C’est souvent à l’occasion des restructurations que cette violence éclate au grand jour, comme pour Air France. Dans ces cas, « le DRH, qui incarne souvent le plan social, est apostrophé, bousculé », selon Jean-François Amadieu (note 4), dans un corps-à-corps qui n’est pas sans rappeler les pires heures de l’histoire nationale.

Néanmoins, tous les plans sociaux ne se passent pas comme chez Air France. Par ailleurs, pour Jean-Luc Vergne, ancien DRH de PSA Peugeot-Citroën et de BPCE, les restructurations des entreprises sont moins violentes sur la forme : « Dans les années 1970, les salariés s’attaquaient à l’environnement du travail. […] Je faisais appel lorsque nécessaire à des cordons de gros bras. […] J’étais protégé par le service d’ordre de la CGT. » (note 5)

De plus, beaucoup d’entreprises aujourd’hui anticipent les changements majeurs à venir en engageant un véritable dialogue avec les partenaires sociaux, comme par exemple dans le cas des transformations induites par le digital chez Axa ou Orange (note 6). Or les négociations en amont permettent souvent de déminer le terrain social, de répondre aux craintes légitimes des salariés et de préparer ainsi des transitions en douceur.

Dans ces cas, le DRH a ainsi beaucoup plus de latitude quant aux actions à mettre en place pour permettre à l’entreprise et à ses salariés de s’adapter aux évolutions du marché : vulgarisation / évangélisation des nouveaux concepts, plans de formation, accompagnement des métiers en déperdition, etc.

…à laquelle de moins en moins de DRH sont préparés.

Encore faut-il être préparé à mener à bien ce type de négociations. Or, selon une étude prospective de l’ANDRH publiée en avril dernier, les DRH montrent de moins en moins d’appétence pour leurs missions « traditionnelles », dont la gestion des relations sociales (note 7). Ce qui, selon le président de l’association, Jean-Paul Charlez, « est un non-sens à l’heure où beaucoup de sujets sont renvoyés aux négociations d’entreprise » (note 8).

Ce phénomène qui touche les DRH est couplé à une moindre sensibilisation aux relations sociales des cadres en général, comme dans le cas de La Poste, où les cadres stratégiques étaient traditionnellement « formés au dialogue [social]». Selon Jean-François Amadieu, cette pratique a disparu en faveur de la sensibilisation à d’autres sujets sociétaux, comme les risques psycho-sociaux susmentionnés.

Le DRH, ce héros en devenir

En conclusion, bien que le monde de l’entreprise soit moins violent sur la forme qu’il y a trente ans, les DRH, tout comme les autres cadres dirigeants, semblent être moins bien préparés à la gestion des situations de crise et aux germes de conflit.

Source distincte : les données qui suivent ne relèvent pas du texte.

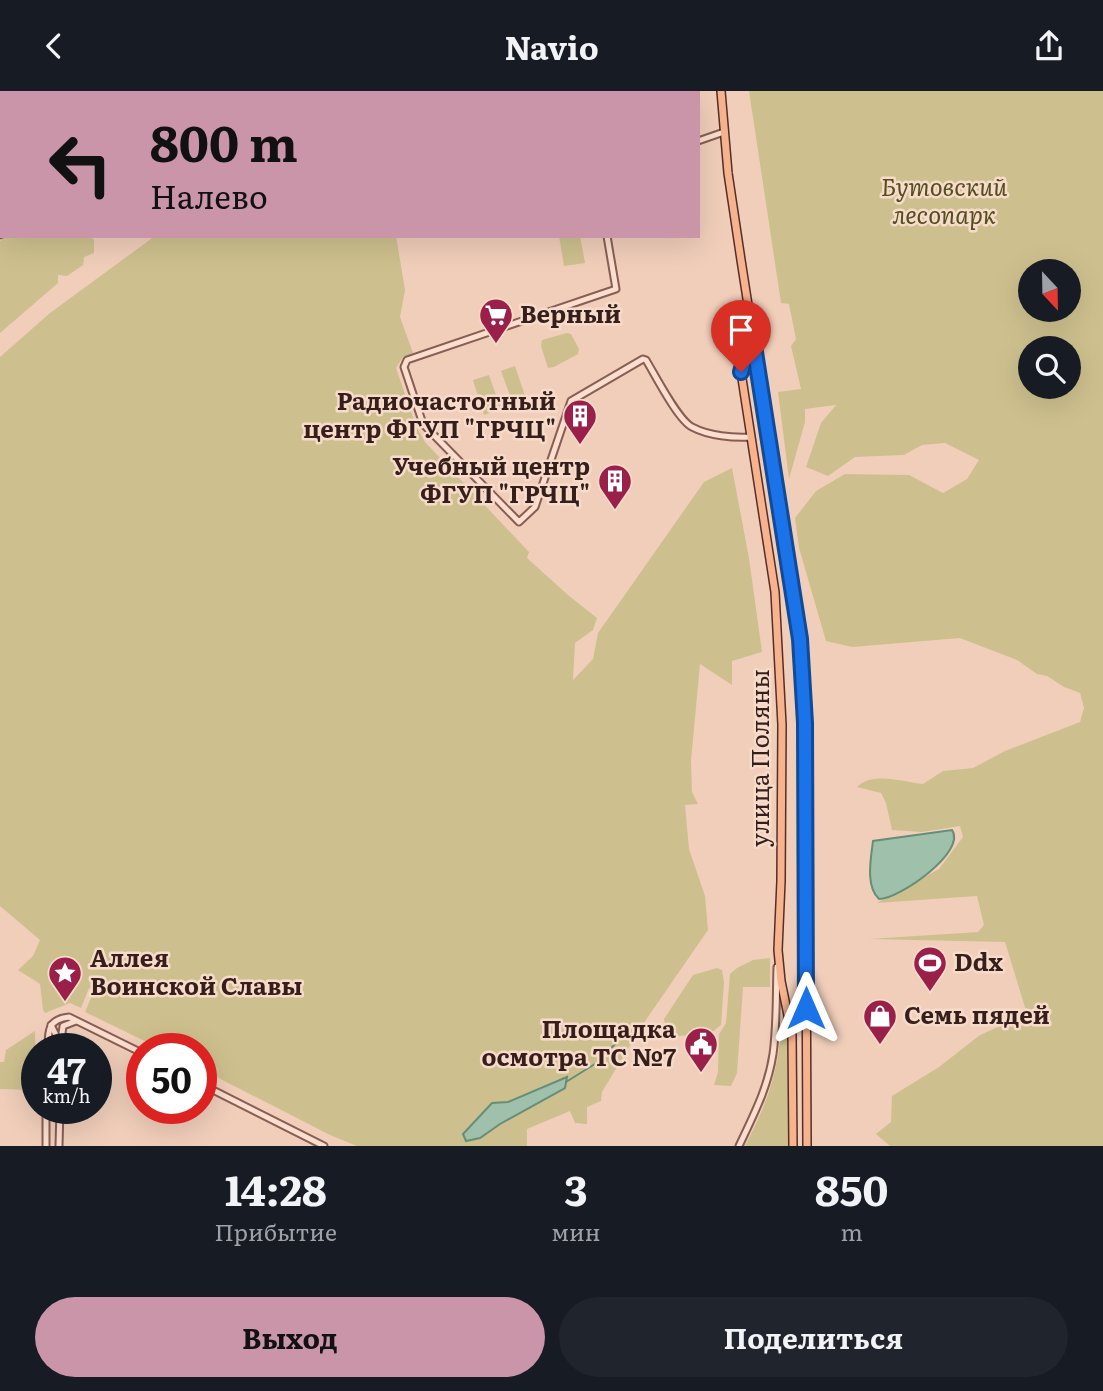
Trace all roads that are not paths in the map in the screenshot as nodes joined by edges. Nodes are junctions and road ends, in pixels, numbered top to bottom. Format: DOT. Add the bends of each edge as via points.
graph roads {
  1 [pos="720,91"];
  2 [pos="724,132"];
  3 [pos="700,140"];
  4 [pos="607,238"];
  5 [pos="752,333"];
  6 [pos="751,437"];
  7 [pos="778,950"];
  8 [pos="79,1021"];
  9 [pos="51,1025"];
  10 [pos="48,1033"];
  11 [pos="54,1033"];
  12 [pos="62,1033"];
  13 [pos="126,1045"];
  14 [pos="217,1092"];
  15 [pos="46,1124"];
  16 [pos="60,1124"];
  17 [pos="46,1146"];
  18 [pos="59,1146"];
  19 [pos="324,1146"];
  20 [pos="739,1146"];
  21 [pos="793,1146"];
  22 [pos="807,1146"];
  1 -- 2 [label="main road, улица Поляны"];
  2 -- 3 [label="street"];
  2 -- 5 [label="main road, улица Поляны"];
  4 -- 6 [label="street" via="616,289 407,360 404,367 424,424 519,522 535,506 571,401 642,359 691,427 723,436"];
  5 -- 6 [label="main road, улица Поляны" via="741,372"];
  5 -- 22 [label="main road, улица Поляны" via="801,650"];
  6 -- 7 [label="main road, улица Поляны" via="775,592 779,650"];
  7 -- 20 [label="street" via="773,1054 764,1090"];
  7 -- 21 [label="main road, улица Поляны" via="792,1035"];
  8 -- 9 [label="street" via="64,1017"];
  8 -- 12 [label="street" via="63,1026"];
  8 -- 13 [label="street"];
  9 -- 10 [label="street"];
  9 -- 11 [label="street"];
  14 -- 19 [label="street"];
  15 -- 17 [label="street"];
  16 -- 18 [label="street"];
}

Peut-être faut-il y voir une opportunité de retourner aux « sources » du métier en anticipant les changements à venir, en renforçant le dialogue avec les partenaires sociaux et en l’inscrivant dans la durée. Et, pourquoi pas, en le « marketant » également afin que, demain, le DRH soit un héros avéré (et non plus insoupçonné !) des restructurations réussies.